(Records)
== Segment start ==

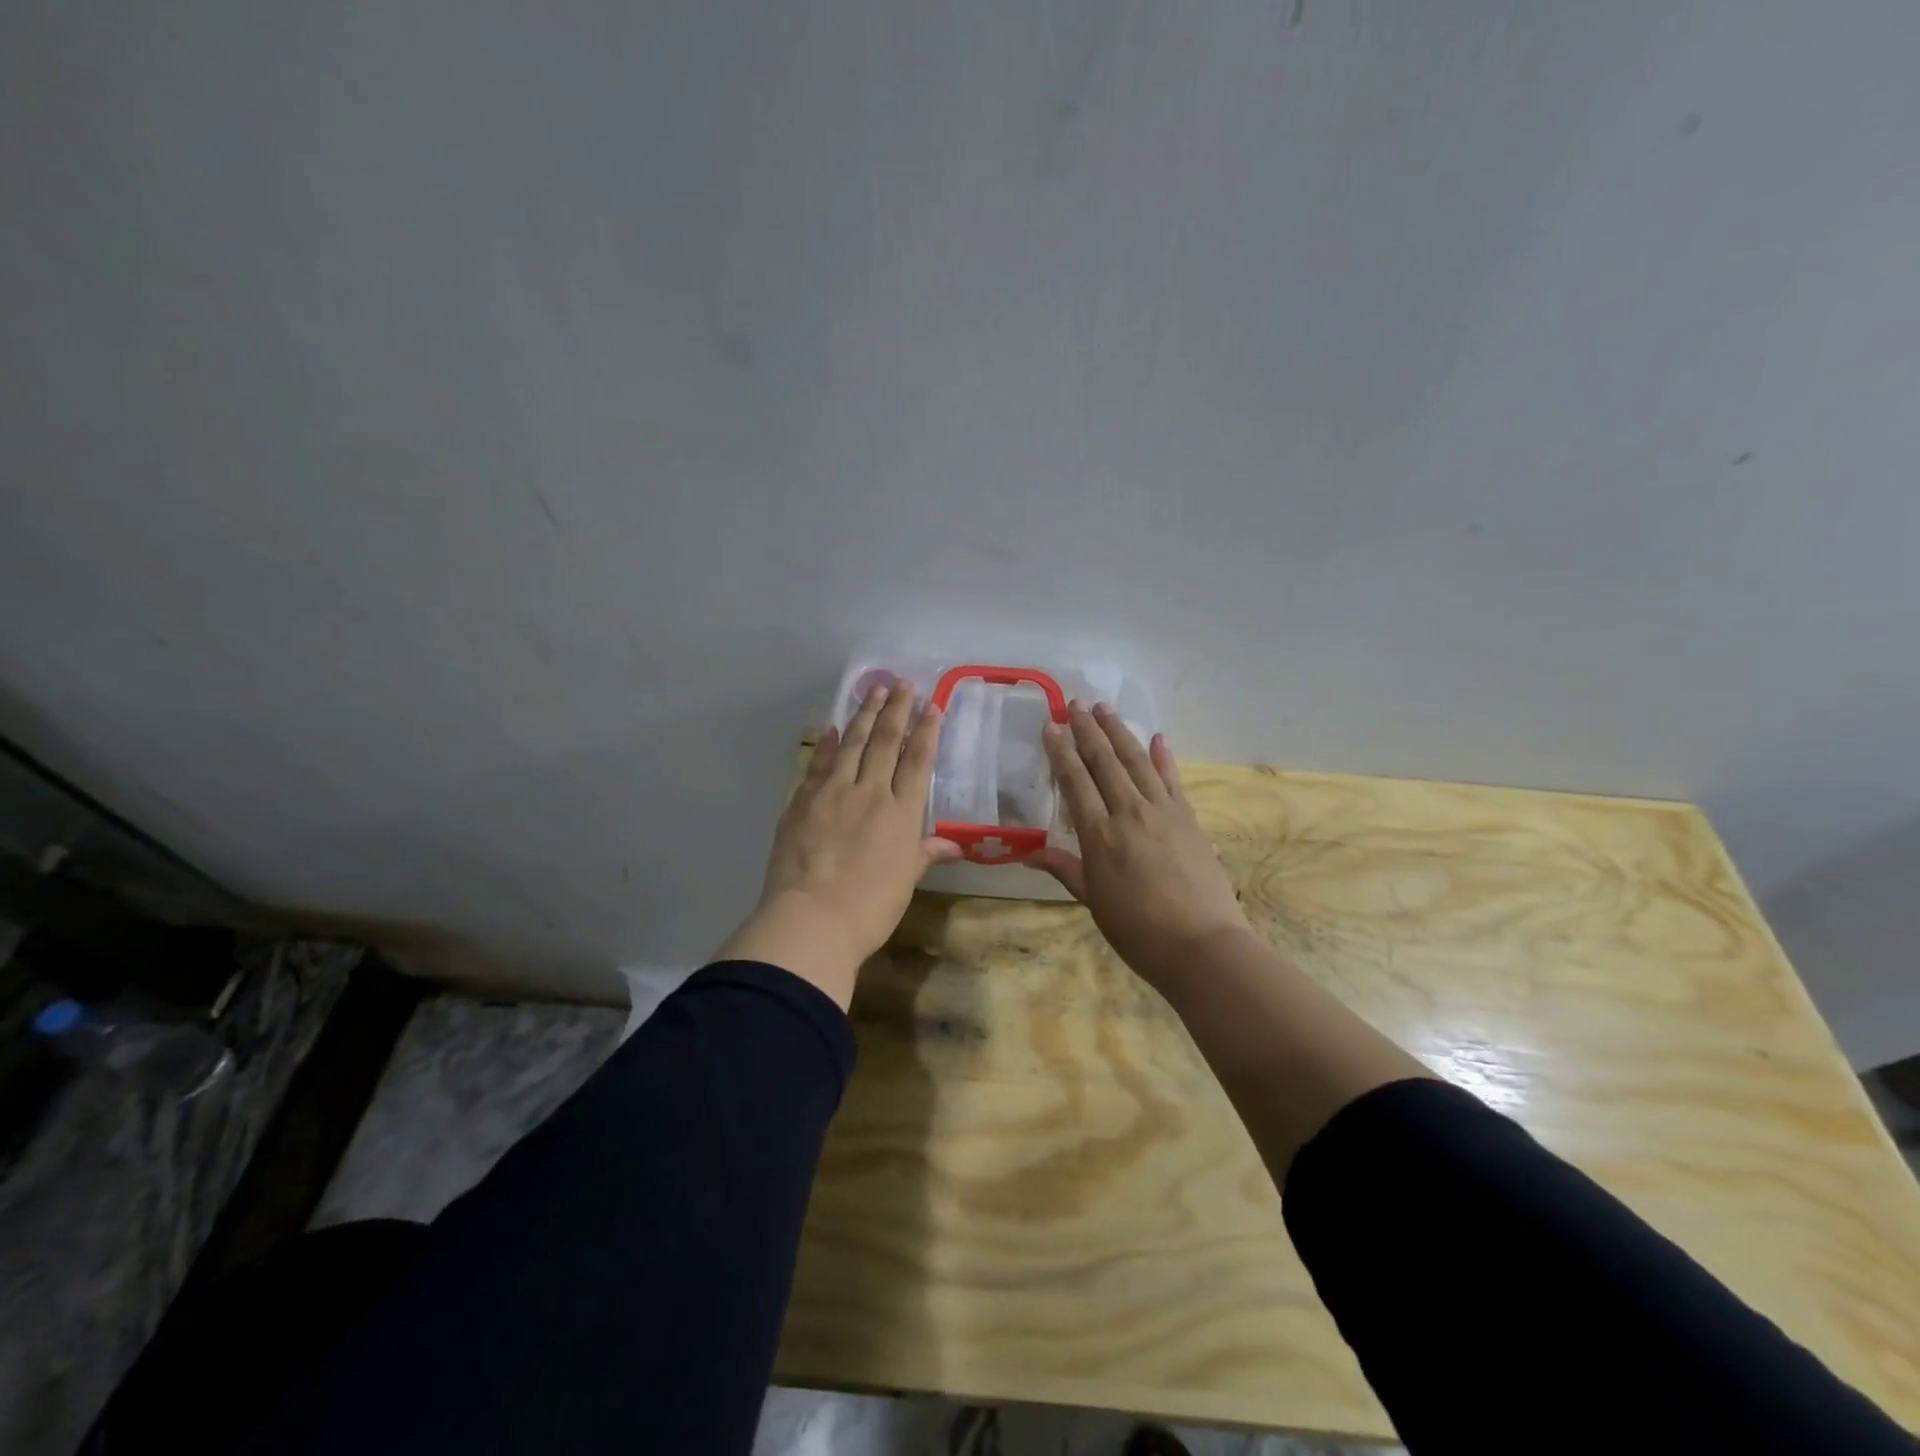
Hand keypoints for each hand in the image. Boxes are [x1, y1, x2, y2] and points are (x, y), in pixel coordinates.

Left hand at [714, 681, 960, 1007]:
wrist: (812, 919)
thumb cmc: (870, 908)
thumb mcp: (905, 881)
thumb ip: (925, 853)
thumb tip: (952, 845)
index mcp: (901, 813)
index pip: (918, 761)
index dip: (926, 731)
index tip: (932, 706)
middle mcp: (870, 793)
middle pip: (886, 742)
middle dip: (896, 710)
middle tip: (902, 683)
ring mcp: (833, 793)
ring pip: (853, 744)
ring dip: (864, 714)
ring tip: (873, 690)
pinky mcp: (802, 800)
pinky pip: (820, 763)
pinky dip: (828, 743)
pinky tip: (834, 728)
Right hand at [1030, 702, 1252, 992]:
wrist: (1202, 945)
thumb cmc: (1138, 930)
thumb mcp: (1093, 901)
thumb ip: (1065, 868)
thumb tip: (1030, 852)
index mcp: (1100, 835)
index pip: (1075, 781)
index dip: (1061, 751)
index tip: (1051, 725)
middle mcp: (1129, 812)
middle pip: (1105, 761)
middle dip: (1088, 730)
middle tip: (1075, 702)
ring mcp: (1163, 811)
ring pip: (1137, 761)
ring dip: (1120, 732)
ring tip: (1104, 708)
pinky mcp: (1188, 818)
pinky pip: (1172, 779)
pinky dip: (1163, 757)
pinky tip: (1157, 738)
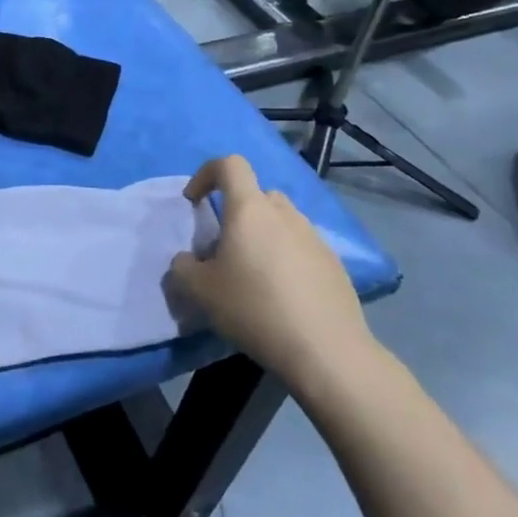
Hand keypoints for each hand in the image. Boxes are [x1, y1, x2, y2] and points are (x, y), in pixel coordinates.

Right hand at [166, 155, 378, 393]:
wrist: (326, 351)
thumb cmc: (255, 308)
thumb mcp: (201, 291)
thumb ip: (183, 268)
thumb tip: (186, 261)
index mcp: (250, 209)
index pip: (230, 165)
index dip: (206, 174)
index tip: (194, 202)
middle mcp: (284, 214)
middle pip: (256, 195)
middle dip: (237, 212)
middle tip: (224, 247)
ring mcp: (314, 237)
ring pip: (281, 221)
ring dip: (263, 235)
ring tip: (254, 274)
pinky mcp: (334, 264)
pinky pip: (302, 247)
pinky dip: (287, 258)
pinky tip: (283, 296)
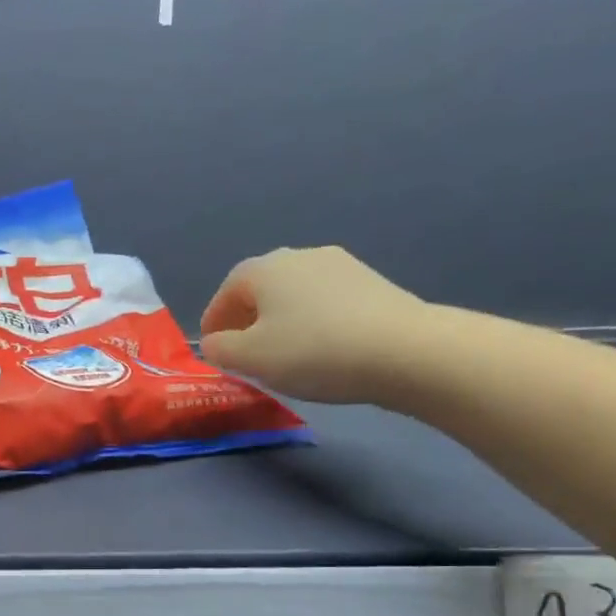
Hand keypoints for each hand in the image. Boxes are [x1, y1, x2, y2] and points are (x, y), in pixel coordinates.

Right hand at [198, 247, 432, 404]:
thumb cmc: (312, 351)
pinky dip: (312, 321)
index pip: (226, 292)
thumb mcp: (251, 358)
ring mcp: (340, 265)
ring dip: (280, 319)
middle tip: (244, 352)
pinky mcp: (371, 283)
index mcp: (264, 268)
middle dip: (247, 319)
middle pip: (261, 288)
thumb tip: (215, 343)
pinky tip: (320, 348)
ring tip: (282, 353)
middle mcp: (299, 256)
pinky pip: (325, 302)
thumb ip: (221, 349)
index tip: (212, 348)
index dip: (213, 321)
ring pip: (294, 294)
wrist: (402, 350)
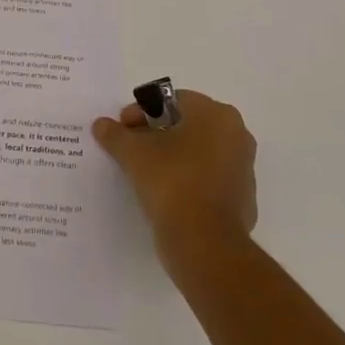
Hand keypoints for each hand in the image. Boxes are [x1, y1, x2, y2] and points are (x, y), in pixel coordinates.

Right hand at [92, 90, 256, 265]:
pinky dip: (187, 181)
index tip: (123, 130)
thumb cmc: (171, 182)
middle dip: (157, 133)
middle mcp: (236, 135)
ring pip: (199, 152)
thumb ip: (116, 134)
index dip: (142, 112)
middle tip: (131, 149)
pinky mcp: (242, 199)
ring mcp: (243, 169)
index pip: (173, 101)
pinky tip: (166, 195)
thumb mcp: (133, 153)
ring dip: (172, 157)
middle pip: (187, 124)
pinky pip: (208, 180)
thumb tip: (101, 125)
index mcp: (216, 114)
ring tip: (145, 173)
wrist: (204, 243)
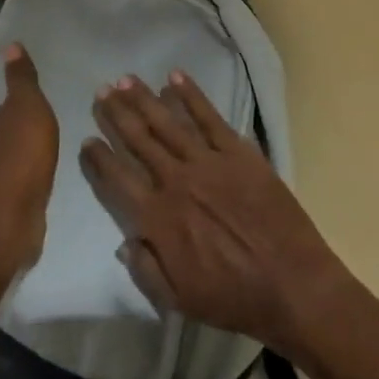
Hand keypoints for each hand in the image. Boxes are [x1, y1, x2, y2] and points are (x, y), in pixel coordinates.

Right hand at [79, 72, 350, 355]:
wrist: (291, 284)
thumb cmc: (233, 298)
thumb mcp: (178, 300)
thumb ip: (145, 269)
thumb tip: (125, 240)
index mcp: (158, 218)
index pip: (118, 179)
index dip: (99, 158)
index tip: (87, 139)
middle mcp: (176, 181)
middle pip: (139, 139)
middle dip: (117, 113)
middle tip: (102, 91)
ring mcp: (208, 162)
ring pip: (168, 122)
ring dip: (144, 98)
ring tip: (126, 79)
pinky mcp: (238, 152)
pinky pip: (209, 117)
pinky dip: (191, 95)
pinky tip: (175, 77)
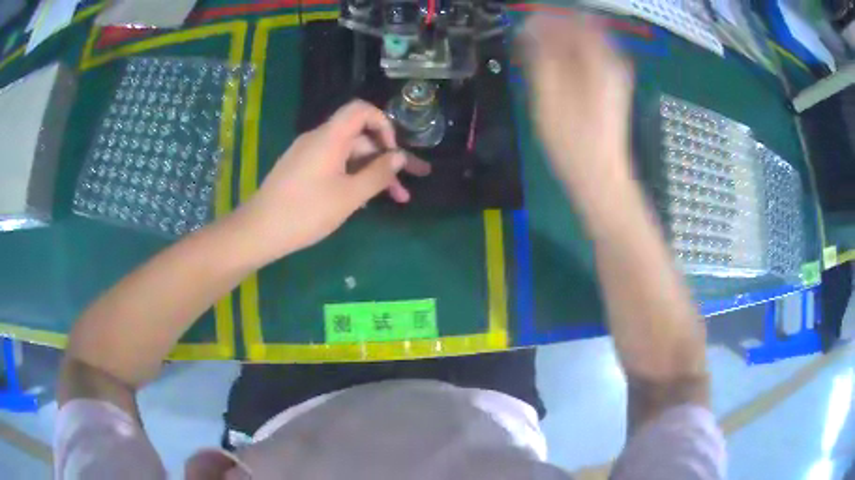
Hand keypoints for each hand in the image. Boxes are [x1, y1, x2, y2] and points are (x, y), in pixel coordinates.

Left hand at [230, 100, 430, 263]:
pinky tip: (362, 200)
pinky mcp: (301, 170)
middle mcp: (319, 139)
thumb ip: (378, 174)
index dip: (383, 124)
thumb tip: (399, 156)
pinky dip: (351, 177)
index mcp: (330, 137)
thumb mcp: (349, 196)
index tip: (394, 151)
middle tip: (405, 188)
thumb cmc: (306, 212)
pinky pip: (333, 165)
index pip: (362, 110)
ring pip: (348, 155)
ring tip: (393, 198)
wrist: (259, 230)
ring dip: (371, 172)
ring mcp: (308, 154)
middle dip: (385, 159)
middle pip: (359, 137)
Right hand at [520, 14, 634, 210]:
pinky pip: (589, 59)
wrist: (600, 178)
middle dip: (552, 29)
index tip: (524, 25)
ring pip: (585, 43)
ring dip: (559, 44)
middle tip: (528, 43)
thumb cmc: (573, 141)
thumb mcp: (549, 94)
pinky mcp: (612, 88)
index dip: (545, 18)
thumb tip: (531, 27)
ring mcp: (615, 75)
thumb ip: (541, 54)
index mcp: (600, 58)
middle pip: (581, 27)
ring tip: (537, 58)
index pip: (571, 19)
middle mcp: (613, 61)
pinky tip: (555, 71)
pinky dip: (569, 58)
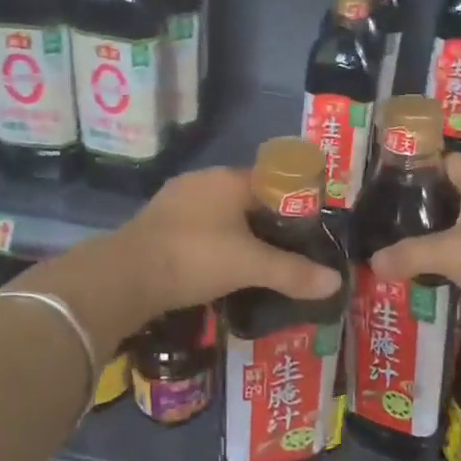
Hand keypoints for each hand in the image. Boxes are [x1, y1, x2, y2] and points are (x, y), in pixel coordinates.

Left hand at [111, 167, 340, 319]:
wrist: (124, 277)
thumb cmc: (195, 257)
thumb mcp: (251, 265)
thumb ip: (293, 273)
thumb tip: (336, 282)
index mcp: (228, 179)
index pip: (273, 180)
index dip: (295, 202)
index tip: (309, 228)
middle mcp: (202, 181)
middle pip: (247, 198)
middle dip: (267, 222)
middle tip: (288, 251)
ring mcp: (175, 201)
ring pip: (220, 214)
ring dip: (237, 234)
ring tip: (257, 263)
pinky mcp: (156, 224)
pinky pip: (197, 229)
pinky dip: (213, 244)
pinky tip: (219, 267)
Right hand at [368, 154, 460, 324]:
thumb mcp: (445, 255)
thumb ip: (408, 255)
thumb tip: (374, 262)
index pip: (451, 161)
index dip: (425, 167)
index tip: (397, 184)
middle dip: (435, 205)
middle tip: (403, 221)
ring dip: (454, 234)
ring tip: (423, 249)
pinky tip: (453, 274)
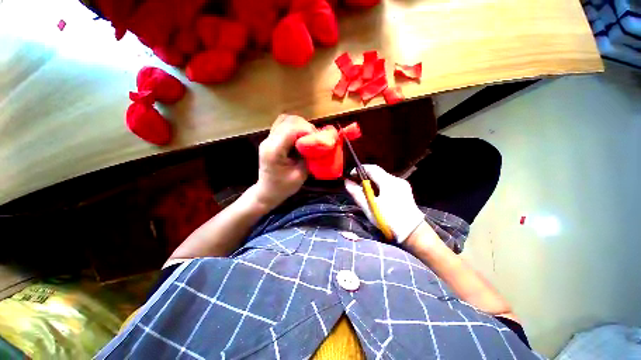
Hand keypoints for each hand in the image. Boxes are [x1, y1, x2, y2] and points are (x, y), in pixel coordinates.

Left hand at [254, 114, 315, 209]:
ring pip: (285, 119)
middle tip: (315, 138)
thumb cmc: (283, 187)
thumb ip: (308, 157)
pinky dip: (294, 126)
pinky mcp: (270, 139)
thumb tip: (317, 144)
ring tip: (308, 135)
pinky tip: (300, 135)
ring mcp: (268, 138)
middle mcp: (269, 140)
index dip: (307, 130)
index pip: (292, 130)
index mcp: (274, 151)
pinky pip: (282, 124)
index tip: (318, 139)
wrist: (267, 191)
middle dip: (305, 126)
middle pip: (288, 121)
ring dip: (300, 124)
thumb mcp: (300, 175)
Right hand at [345, 165, 424, 242]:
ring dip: (372, 182)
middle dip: (365, 177)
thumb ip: (357, 193)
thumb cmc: (388, 220)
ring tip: (365, 192)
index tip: (351, 174)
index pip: (372, 168)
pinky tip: (377, 196)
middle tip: (356, 185)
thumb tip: (347, 182)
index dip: (360, 169)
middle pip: (378, 173)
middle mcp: (397, 180)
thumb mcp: (369, 207)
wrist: (412, 232)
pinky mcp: (405, 190)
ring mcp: (402, 185)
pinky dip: (380, 186)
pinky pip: (389, 184)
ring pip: (383, 178)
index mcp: (388, 182)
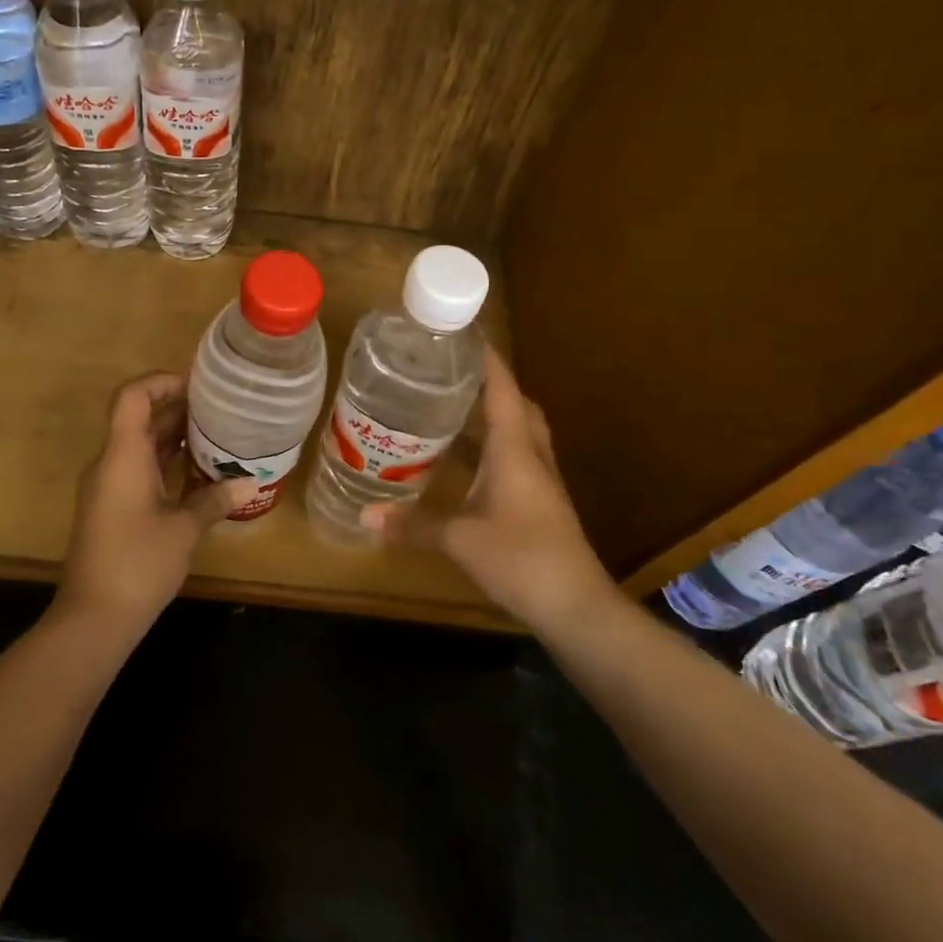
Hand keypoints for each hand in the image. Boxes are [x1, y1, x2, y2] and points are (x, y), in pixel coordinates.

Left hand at [58, 372, 257, 634]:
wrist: (93, 618)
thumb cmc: (137, 564)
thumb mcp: (183, 530)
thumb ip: (214, 500)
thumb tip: (252, 483)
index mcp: (122, 457)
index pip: (132, 397)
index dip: (160, 382)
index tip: (195, 386)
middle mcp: (111, 464)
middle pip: (139, 420)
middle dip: (177, 409)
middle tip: (219, 408)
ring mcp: (108, 487)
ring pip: (141, 447)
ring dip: (174, 437)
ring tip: (216, 433)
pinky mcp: (112, 508)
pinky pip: (139, 470)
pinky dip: (167, 463)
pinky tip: (199, 472)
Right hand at [371, 349, 629, 638]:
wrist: (576, 607)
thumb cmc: (520, 558)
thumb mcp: (459, 540)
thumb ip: (413, 525)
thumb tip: (365, 515)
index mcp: (515, 450)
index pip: (503, 390)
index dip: (488, 360)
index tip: (466, 334)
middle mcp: (532, 456)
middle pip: (518, 406)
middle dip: (492, 385)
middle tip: (455, 375)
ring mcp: (541, 481)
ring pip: (521, 433)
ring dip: (495, 416)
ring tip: (455, 409)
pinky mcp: (542, 503)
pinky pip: (519, 459)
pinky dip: (495, 448)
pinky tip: (469, 462)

== Segment end ==

(Activity) Your answer must consist of every line in the listing that contains "Left".

(Your response)
Left hand at [714, 681, 960, 1007]:
Left hand at [230, 100, 430, 263]:
Left hand at [111, 167, 340, 319]:
Left hand at [254, 114, 315, 209]:
Left hand at [58, 372, 257, 634]:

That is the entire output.